Nos países em desenvolvimento, o perigo de maus tratos físicos ou mentais e exploração aumenta consideravelmente se a criança for deficiente. Um estudo conduzido por diversas instituições nos EUA e que incluiu 46.000 pais em países de renda baixa ou média demonstrou que as crianças deficientes são frequentemente punidas com mais severidade. A revista científica "Child Development" apresentou os resultados.
Para o estudo, pais de crianças com dois a nove anos em 17 estados foram questionados sobre o grau de deficiência de seus filhos e as medidas disciplinares usadas. Os pesquisadores também quiseram saber se os pais consideravam a punição física necessária para educar direito uma criança.

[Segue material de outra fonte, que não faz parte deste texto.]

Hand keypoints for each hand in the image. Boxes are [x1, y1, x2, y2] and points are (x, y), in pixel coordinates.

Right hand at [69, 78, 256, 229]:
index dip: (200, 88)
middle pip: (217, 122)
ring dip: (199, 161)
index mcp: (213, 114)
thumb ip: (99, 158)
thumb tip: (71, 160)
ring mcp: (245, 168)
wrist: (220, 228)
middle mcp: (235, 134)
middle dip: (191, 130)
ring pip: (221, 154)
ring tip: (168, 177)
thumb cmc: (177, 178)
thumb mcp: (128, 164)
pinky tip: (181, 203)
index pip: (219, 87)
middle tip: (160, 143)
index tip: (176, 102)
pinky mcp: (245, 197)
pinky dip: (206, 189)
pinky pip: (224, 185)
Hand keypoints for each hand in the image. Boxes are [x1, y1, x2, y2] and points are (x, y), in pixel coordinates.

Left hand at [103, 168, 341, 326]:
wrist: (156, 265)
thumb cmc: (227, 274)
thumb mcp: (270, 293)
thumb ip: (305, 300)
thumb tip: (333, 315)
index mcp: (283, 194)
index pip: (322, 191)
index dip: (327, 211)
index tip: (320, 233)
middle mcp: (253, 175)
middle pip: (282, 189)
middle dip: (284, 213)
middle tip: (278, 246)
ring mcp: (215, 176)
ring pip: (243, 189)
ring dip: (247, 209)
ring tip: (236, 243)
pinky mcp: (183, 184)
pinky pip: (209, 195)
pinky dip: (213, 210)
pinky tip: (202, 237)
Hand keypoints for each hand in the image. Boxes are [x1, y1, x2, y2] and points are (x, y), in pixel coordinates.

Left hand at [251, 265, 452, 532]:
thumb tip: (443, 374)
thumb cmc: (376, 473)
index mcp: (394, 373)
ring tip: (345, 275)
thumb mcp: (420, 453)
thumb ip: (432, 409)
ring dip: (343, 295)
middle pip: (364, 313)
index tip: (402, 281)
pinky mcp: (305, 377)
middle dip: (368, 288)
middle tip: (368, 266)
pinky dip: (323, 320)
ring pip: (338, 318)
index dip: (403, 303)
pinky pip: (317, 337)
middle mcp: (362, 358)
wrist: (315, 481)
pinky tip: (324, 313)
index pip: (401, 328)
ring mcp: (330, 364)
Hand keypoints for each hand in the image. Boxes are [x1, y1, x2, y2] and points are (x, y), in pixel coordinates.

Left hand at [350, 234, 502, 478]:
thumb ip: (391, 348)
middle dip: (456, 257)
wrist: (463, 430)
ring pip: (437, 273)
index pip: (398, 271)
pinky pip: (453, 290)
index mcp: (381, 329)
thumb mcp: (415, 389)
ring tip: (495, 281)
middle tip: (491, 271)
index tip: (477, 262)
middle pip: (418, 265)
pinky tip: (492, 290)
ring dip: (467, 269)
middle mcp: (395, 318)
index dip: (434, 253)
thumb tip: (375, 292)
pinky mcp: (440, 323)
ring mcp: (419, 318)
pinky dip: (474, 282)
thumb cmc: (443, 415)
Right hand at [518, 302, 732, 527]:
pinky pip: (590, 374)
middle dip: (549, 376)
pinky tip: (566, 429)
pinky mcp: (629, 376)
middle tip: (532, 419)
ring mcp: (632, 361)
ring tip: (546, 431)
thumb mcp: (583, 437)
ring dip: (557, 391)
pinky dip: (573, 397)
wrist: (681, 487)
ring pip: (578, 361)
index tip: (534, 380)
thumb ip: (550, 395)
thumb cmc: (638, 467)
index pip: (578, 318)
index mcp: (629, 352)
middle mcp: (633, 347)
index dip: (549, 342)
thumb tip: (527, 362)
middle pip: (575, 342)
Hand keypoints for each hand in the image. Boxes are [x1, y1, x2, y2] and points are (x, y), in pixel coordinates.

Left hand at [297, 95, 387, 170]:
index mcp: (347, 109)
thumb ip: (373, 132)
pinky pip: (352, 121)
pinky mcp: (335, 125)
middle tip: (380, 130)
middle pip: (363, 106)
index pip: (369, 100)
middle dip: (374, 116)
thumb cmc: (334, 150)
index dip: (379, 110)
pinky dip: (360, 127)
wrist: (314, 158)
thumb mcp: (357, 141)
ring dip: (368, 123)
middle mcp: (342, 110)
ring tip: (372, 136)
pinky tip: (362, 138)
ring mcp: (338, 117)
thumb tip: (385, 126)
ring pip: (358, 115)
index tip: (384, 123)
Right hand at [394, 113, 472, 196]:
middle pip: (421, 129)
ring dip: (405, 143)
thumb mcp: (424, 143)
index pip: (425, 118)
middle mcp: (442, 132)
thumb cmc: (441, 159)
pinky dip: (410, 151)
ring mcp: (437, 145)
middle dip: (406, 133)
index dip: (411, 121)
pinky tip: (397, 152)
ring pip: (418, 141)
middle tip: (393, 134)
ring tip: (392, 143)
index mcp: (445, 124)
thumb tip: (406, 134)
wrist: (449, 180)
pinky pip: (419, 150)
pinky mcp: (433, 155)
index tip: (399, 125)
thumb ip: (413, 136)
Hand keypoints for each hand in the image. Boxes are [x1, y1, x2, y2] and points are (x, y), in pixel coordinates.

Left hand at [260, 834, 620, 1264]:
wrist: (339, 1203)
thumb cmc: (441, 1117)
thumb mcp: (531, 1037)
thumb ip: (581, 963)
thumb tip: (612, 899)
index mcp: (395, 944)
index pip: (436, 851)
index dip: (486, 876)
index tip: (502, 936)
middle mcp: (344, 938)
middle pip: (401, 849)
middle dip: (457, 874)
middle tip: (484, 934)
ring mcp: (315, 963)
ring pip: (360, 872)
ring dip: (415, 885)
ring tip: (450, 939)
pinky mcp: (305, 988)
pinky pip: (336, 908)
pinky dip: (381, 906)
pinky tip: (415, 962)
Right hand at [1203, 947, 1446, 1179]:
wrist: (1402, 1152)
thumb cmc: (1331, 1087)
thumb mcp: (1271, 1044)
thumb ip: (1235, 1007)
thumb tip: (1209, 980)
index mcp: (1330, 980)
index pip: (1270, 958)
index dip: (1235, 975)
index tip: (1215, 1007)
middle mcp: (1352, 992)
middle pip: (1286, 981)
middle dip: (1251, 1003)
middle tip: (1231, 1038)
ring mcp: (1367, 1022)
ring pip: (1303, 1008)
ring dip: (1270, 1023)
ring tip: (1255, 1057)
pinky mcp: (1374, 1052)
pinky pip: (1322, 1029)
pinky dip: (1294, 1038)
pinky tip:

Os cientistas descobriram que as crianças com deficiência frequentemente eram submetidas a sofrimento físico (palmadas, golpes nas extremidades, sacudidas) ou medidas físicas graves (golpes na cabeça ou com um instrumento) e, menos frequentemente, a punições não físicas. Quanto mais baixo o padrão de vida de um país, mais ampla a ocorrência de deficiências e de métodos educacionais mais rígidos, bem como a crença na necessidade de punição física.
Os resultados dos estudos realizados em países ricos foram semelhantes. Os pesquisadores enfatizam que os resultados apontam mais uma vez para a importância de campanhas de informação e apoio.
"Quando os pais têm mais informações sobre a deficiência do filho, eles podem entender melhor que tipo de disciplina é mais efetiva”, disseram os autores do estudo, Charlene Hendricks e Marc H. Bornstein do Instituto Nacional Eunice Kennedy Shriver de Saúde da Criança e Desenvolvimento Humano (NICHD). Programas para um público amplo reduziriam o estigma social, o que, por sua vez, facilitaria a vida dos pais em questão, eles escrevem.